(Beginning of GIVEN DATA)
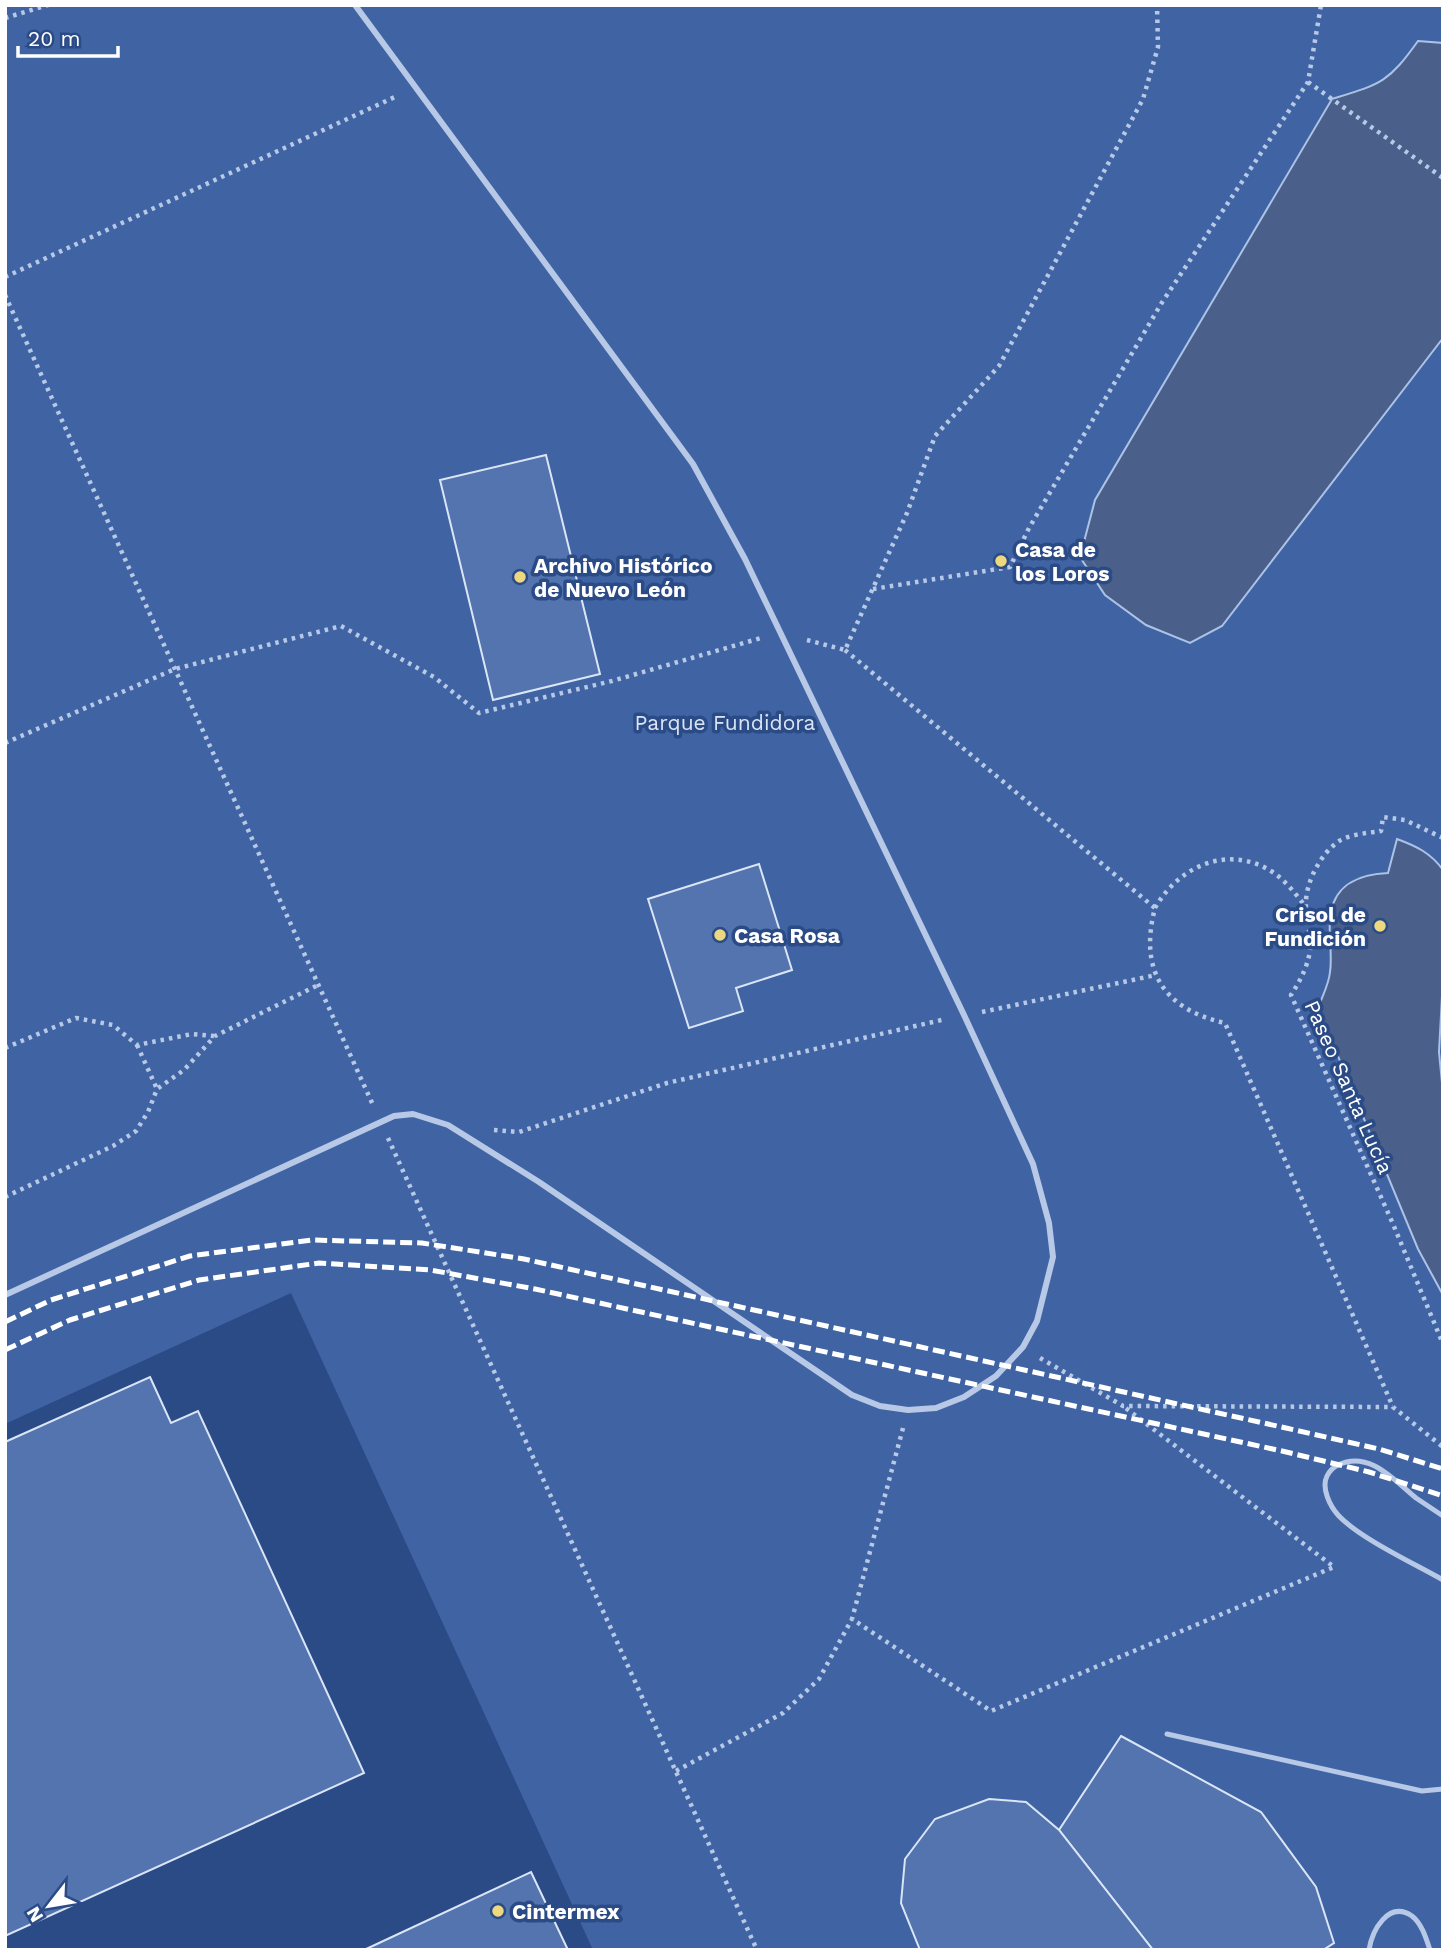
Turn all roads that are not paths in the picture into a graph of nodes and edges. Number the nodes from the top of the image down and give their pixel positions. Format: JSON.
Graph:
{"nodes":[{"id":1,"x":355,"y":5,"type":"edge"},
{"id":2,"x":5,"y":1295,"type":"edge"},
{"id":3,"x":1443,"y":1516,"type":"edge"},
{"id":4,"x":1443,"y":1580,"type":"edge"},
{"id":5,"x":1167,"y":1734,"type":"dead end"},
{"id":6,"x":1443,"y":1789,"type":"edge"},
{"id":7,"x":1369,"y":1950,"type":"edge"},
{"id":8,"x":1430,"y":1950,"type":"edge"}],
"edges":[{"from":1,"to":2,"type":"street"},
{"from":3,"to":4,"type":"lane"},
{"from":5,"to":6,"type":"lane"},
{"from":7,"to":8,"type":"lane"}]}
(End of GIVEN DATA)
Line by line, write out the material above exactly, with no images.

[RESULT FOR THIS EXERCISE]
Turn all roads that are not paths in the picture into a graph of nodes and edges. Number the nodes from the top of the image down and give their pixel positions. Format: JSON.
Graph:
{"nodes":[{"id":1,"x":355,"y":5,"type":"edge"},
{"id":2,"x":5,"y":1295,"type":"edge"},
{"id":3,"x":1443,"y":1516,"type":"edge"},
{"id":4,"x":1443,"y":1580,"type":"edge"},
{"id":5,"x":1167,"y":1734,"type":"dead end"},
{"id":6,"x":1443,"y":1789,"type":"edge"},
{"id":7,"x":1369,"y":1950,"type":"edge"},
{"id":8,"x":1430,"y":1950,"type":"edge"}],
"edges":[{"from":1,"to":2,"type":"street"},
{"from":3,"to":4,"type":"lane"},
{"from":5,"to":6,"type":"lane"},
{"from":7,"to":8,"type":"lane"}]}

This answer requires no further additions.